From the entries below, copy each line in which the word "pinky" occurs.
=== Begin Enclosure ===
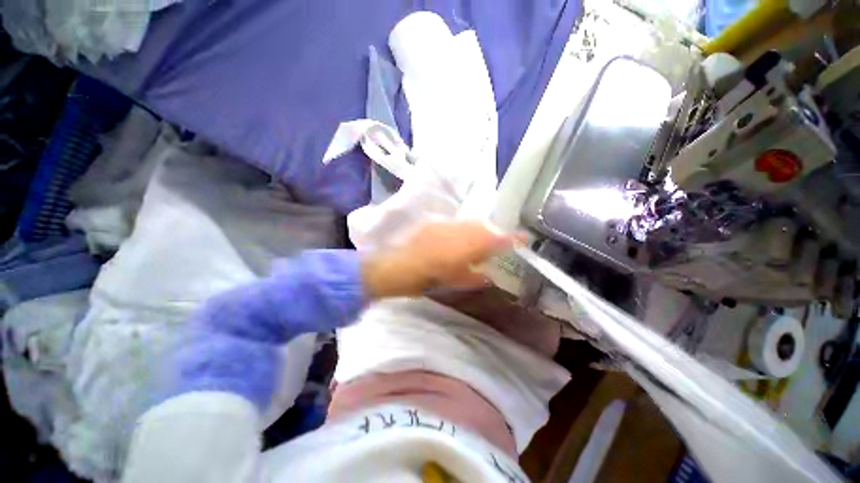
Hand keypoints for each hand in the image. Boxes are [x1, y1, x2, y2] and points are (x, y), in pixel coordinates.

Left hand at [362, 221, 520, 299]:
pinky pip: (457, 223)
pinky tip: (459, 238)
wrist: (398, 265)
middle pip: (486, 227)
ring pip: (472, 223)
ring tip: (478, 242)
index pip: (499, 239)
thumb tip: (487, 276)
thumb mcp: (456, 281)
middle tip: (498, 244)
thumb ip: (476, 277)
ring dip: (479, 231)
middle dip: (495, 234)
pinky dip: (464, 230)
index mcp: (470, 246)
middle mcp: (463, 230)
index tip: (525, 238)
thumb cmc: (429, 277)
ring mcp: (449, 224)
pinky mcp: (437, 222)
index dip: (513, 238)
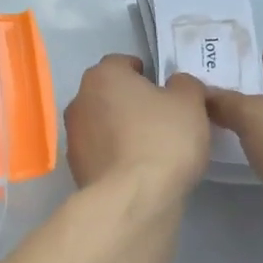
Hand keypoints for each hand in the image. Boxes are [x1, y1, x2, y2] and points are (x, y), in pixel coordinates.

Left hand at [63, 54, 210, 211]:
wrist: (133, 199)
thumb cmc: (162, 139)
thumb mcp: (190, 103)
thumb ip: (184, 85)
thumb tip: (176, 85)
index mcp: (102, 75)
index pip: (122, 63)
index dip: (145, 73)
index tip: (163, 91)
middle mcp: (80, 99)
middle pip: (108, 93)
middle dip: (130, 101)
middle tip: (160, 118)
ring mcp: (73, 135)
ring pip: (101, 123)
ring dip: (120, 129)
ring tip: (150, 148)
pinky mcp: (75, 167)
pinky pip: (100, 152)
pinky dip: (115, 155)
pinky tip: (137, 170)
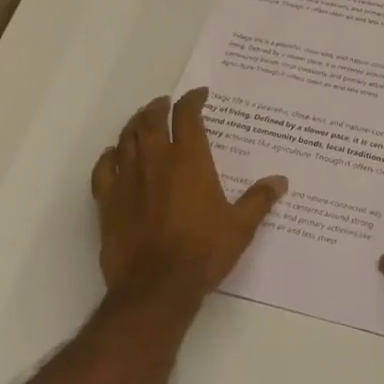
=== End Enclosure ===
OUTPUT BELOW
pinky pip: (457, 223)
pinky tip: (459, 238)
pinky dip: (464, 230)
pinky mcp: (437, 222)
pinky mcp: (75, 167)
pinky pip: (100, 152)
pinky dip: (115, 155)
pinky tip: (137, 170)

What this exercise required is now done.